Explosions rang out at sunset at the two hostage sites as police moved in.
As France's bloodiest week in decades drew to a close, the mood began to turn to one of grim national reflection.
President Francois Hollande said he would attend a march of unity in Paris on Sunday expected to draw hundreds of thousands of people as well as the leaders of countries including Germany, Britain, Italy and Spain.
Questions were also mounting over how the three men-brothers Cherif and Said Kouachi, and supermarket gunman Amedy Coulibaly-had slipped through the security net after it emerged that all three were known to the intelligence agencies.

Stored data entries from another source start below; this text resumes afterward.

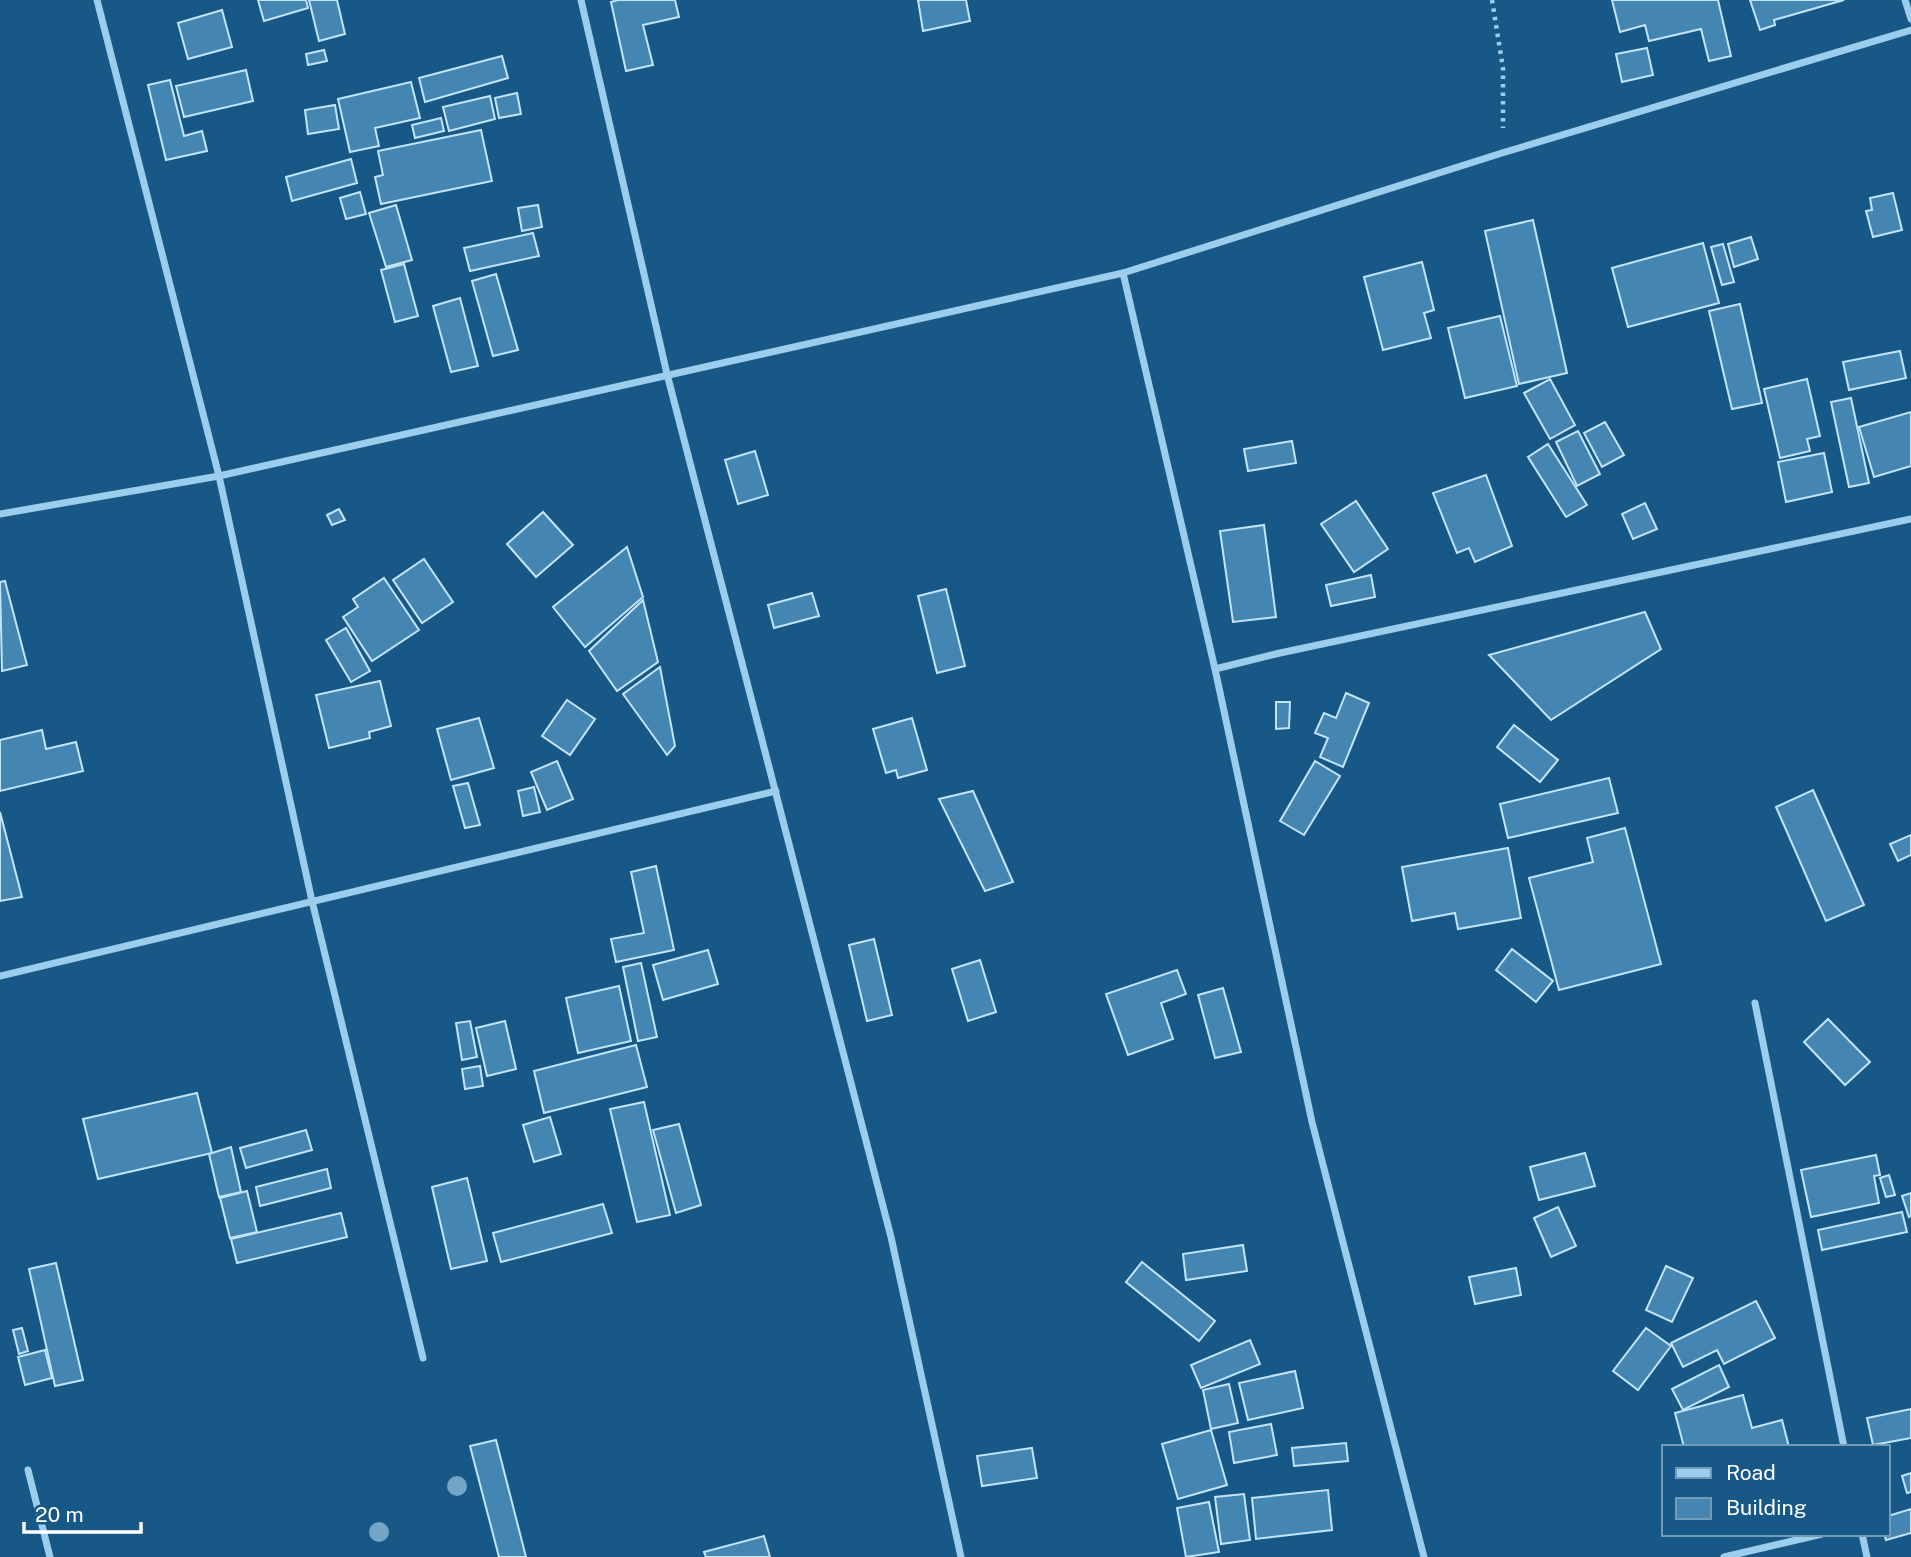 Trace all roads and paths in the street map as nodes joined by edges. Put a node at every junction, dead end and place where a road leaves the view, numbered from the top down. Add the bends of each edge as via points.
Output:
1 (97, 0) edge
2 (581, 0) edge
3 (1492, 0) edge
4 (1905, 0) edge
5 (1911, 19) edge
6 (1911, 30) edge
7 (1502, 153) junction
8 (1123, 273) junction
9 (667, 374) junction
10 (219, 476) junction
11 (0, 514) edge
12 (1911, 519) edge
13 (1215, 669) junction
14 (776, 791) junction
15 (312, 901) junction
16 (0, 976) edge
17 (1755, 1003) dead end
18 (423, 1358) dead end
19 (1844, 1445) edge
20 (28, 1470) dead end
21 (1813, 1536) edge
22 (1862, 1536) edge
23 (50, 1557) edge
24 (961, 1557) edge
25 (1424, 1557) edge
26 (1724, 1557) edge
27 (1867, 1557) edge

1 - 10 street
2 - 9 street
3 - 7 path via 1503,68
4 - 5 street
6 - 7 street
7 - 8 street
8 - 9 street
8 - 13 street
9 - 10 street
9 - 14 street
10 - 11 street
10 - 15 street
12 - 13 street
13 - 25 street via 1312,1122
14 - 15 street
14 - 24 street via 891,1237
15 - 16 street
15 - 18 street
17 - 19 street
20 - 23 street
21 - 26 street
22 - 27 street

Coulibaly's girlfriend Hayat Boumeddiene, who was wanted by police in connection with the killing Thursday of a policewoman, was still on the loose.
With fears spreading in the wake of the attack, the United States warned of a global threat, telling its citizens to beware of "terrorist actions and violence" all over the world.
Hollande, meanwhile, warned the threats facing France "weren't over".
The Kouachi brothers were cornered in a printing business in Dammartin-en-Goele outside Paris Friday after a firefight with police that Paris prosecutor Francois Molins said left Said with a minor neck wound.
The brothers took the manager hostage, later releasing him after he helped Said with his wound, while a second man hid beneath a sink upstairs, said Molins.
The second man was able to text security forces information from inside the premises, a source said, and survived the assault unharmed.
The gunmen had a hefty cache of arms including Molotov cocktails and a loaded rocket-launcher.
One witness described a terrifying face-to-face encounter with one of the suspects, dressed in black, wearing a bullet-proof vest and carrying what looked like a Kalashnikov.
The salesman told France Info radio that one of the brothers said: "'Leave, we don't kill civilians anyhow'."
As French elite forces moved into place around the building, with snipers deployed on roofs and helicopters buzzing overhead, a fresh drama was unfolding in eastern Paris with a hail of gunfire around lunchtime.